Christof Rubart, 46, bald 47 Jahre alt, geschieden, Vater einer Tochter, ist ein Spätberufener: Seit einigen Jahren erst arbeitet er regelmäßig als Kustos in einem Museum für moderne Kunst. Doch seine Leidenschaft gilt nicht allein der Malerei: Rubart ist ein melancholischer Liebhaber des Schönen, und nicht zuletzt der Frauen.
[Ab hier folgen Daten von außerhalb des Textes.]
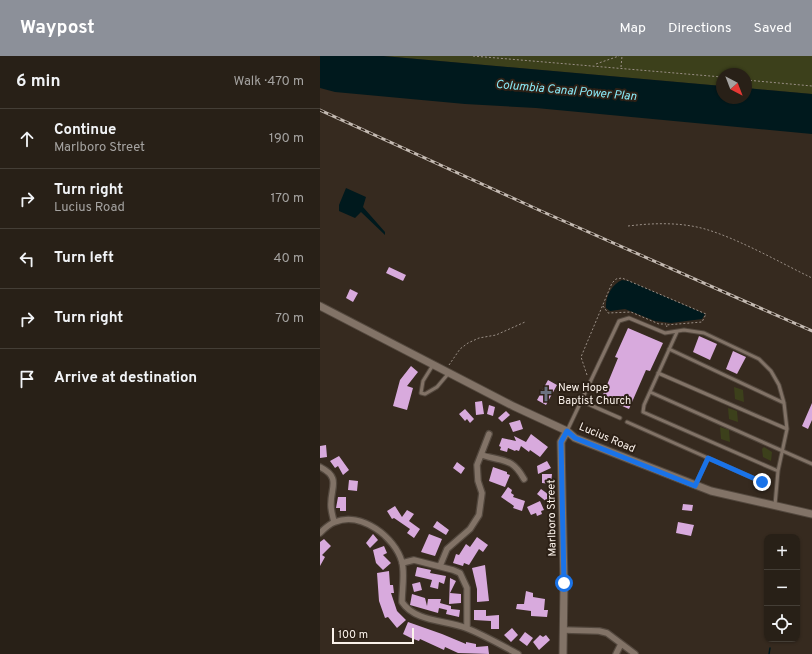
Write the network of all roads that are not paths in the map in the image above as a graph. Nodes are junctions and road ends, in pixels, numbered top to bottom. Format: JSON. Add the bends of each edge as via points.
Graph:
{"nodes":[{"id":1,"x":320,"y":306,"type":"edge"},
{"id":2,"x":677,"y":332,"type":"junction"},
{"id":3,"x":668,"y":349,"type":"junction"},
{"id":4,"x":434,"y":364,"type":"junction"},
{"id":5,"x":448,"y":372,"type":"junction"},
{"id":6,"x":658,"y":372,"type":"junction"},
{"id":7,"x":650,"y":392,"type":"junction"},
{"id":8,"x":581,"y":401,"type":"junction"},
{"id":9,"x":784,"y":402,"type":"junction"},
{"id":10,"x":620,"y":418,"type":"dead end"},
{"id":11,"x":627,"y":422,"type":"dead end"},
{"id":12,"x":787,"y":428,"type":"junction"},
{"id":13,"x":567,"y":431,"type":"junction"},
{"id":14,"x":489,"y":434,"type":"dead end"},
{"id":15,"x":783,"y":450,"type":"junction"},
{"id":16,"x":482,"y":455,"type":"junction"},
{"id":17,"x":708,"y":458,"type":"junction"},
{"id":18,"x":812,"y":464,"type":"edge"},
{"id":19,"x":320,"y":467,"type":"edge"},
{"id":20,"x":778,"y":471,"type":"junction"},
{"id":21,"x":524,"y":479,"type":"dead end"},
{"id":22,"x":762,"y":482,"type":"dead end"},
{"id":23,"x":695,"y":486,"type":"junction"},
{"id":24,"x":775,"y":506,"type":"junction"},
{"id":25,"x":812,"y":514,"type":"edge"},
{"id":26,"x":334,"y":522,"type":"junction"},
{"id":27,"x":320,"y":533,"type":"edge"},
{"id":28,"x":402,"y":563,"type":"junction"},
{"id":29,"x":440,"y":566,"type":"junction"},
{"id":30,"x":467,"y":628,"type":"junction"},
{"id":31,"x":564,"y":630,"type":"junction"},
{"id":32,"x":621,"y":644,"type":"junction"},
{"id":33,"x":518,"y":654,"type":"edge"},
{"id":34,"x":563,"y":654,"type":"edge"},
{"id":35,"x":616,"y":654,"type":"edge"},
{"id":36,"x":635,"y":654,"type":"edge"}],
"edges":[{"from":1,"to":4,"type":"street","name":"Lucius Road"},
{"from":2,"to":3,"type":"lane"},
{"from":2,"to":8,"type":"lane","via":[[668,332],[629,318],[619,321]]},
{"from":2,"to":9,"type":"lane","via":[[684,330],[704,334],[759,359],[772,371]]},
{"from":3,"to":6,"type":"lane"},
{"from":3,"to":9,"type":"lane"},
{"from":4,"to":5,"type":"street","name":"Lucius Road"},
{"from":4,"to":5,"type":"lane","via":[[423,381],[421,392],[430,392]]},
{"from":5,"to":13,"type":"street","name":"Lucius Road"},
{"from":6,"to":7,"type":"lane"},
{"from":6,"to":12,"type":"lane"},
{"from":7,"to":15,"type":"lane"},
{"from":7,"to":20,"type":"lane","via":[[643,412]]},
{"from":8,"to":10,"type":"lane"},
{"from":8,"to":13,"type":"lane"},
{"from":9,"to":12,"type":"lane"},
{"from":11,"to":17,"type":"lane"},
{"from":12,"to":15,"type":"lane"},
{"from":13,"to":23,"type":"street","name":"Lucius Road","via":[[575,438]]},
{"from":13,"to":31,"type":"street","name":"Marlboro Street","via":[[561,442]]},
{"from":14,"to":16,"type":"street"},
{"from":15,"to":18,"type":"lane"},
{"from":15,"to":20,"type":"lane"},
{"from":16,"to":21,"type":"street","via":[[512,463]]},
{"from":16,"to":29,"type":"street","via":[[476,471],[482,493],[479,516],[470,529],[447,549]]},
{"from":17,"to":22,"type":"lane"},
{"from":17,"to":23,"type":"lane"},
{"from":19,"to":26,"type":"street","via":[[332,478],[334,485],[331,505]]},
{"from":20,"to":24,"type":"lane"},
{"from":23,"to":24,"type":"street","name":"Lucius Road"},
{"from":24,"to":25,"type":"street","name":"Lucius Road"},
{"from":26,"to":27,"type":"street"},
{"from":26,"to":28,"type":"street","via":[[351,520],[372,526],[392,543]]},
{"from":28,"to":29,"type":"street","via":[[414,560]]},
{"from":28,"to":30,"type":"street","via":[[402,602],[406,607],[414,614]]},
{"from":29,"to":30,"type":"street","via":[[460,573],[465,580]]},
{"from":30,"to":33,"type":"street"},
{"from":31,"to":32,"type":"street","via":[[600,631]]},
{"from":31,"to":34,"type":"street","name":"Marlboro Street"},
{"from":32,"to":35,"type":"street"},
{"from":32,"to":36,"type":"street"}]}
Wir folgen ihm durch einen Julitag des Jahres 2011 vom frühen Morgen bis spät in die Nacht. (Pressetext)

Kurzkritik:

Man kann „Eine kleine Passion“ auf vielfältige Art und Weise lesen: Als Großstadtroman am Rhein im Stil von Woody Allens Film „Manhattan“, als Hommage an James Joyce‘ „Ulysses“. als Dreieckliebessgeschichte ähnlich Truffauts „Jules und Jim“ und x anderer, als eine moderne „Erziehung des Herzens“ nach Gustave Flaubert, als leicht neurotisches Psychogramm eines weißen heterosexuellen Mannes ähnlich Woody Allens „Stadtneurotiker“ und nicht zuletzt als Nacherzählung der biblischen Passionsgeschichte.

Daniel gibt  ★★★★½  (4,5 von 5 Eselsohren)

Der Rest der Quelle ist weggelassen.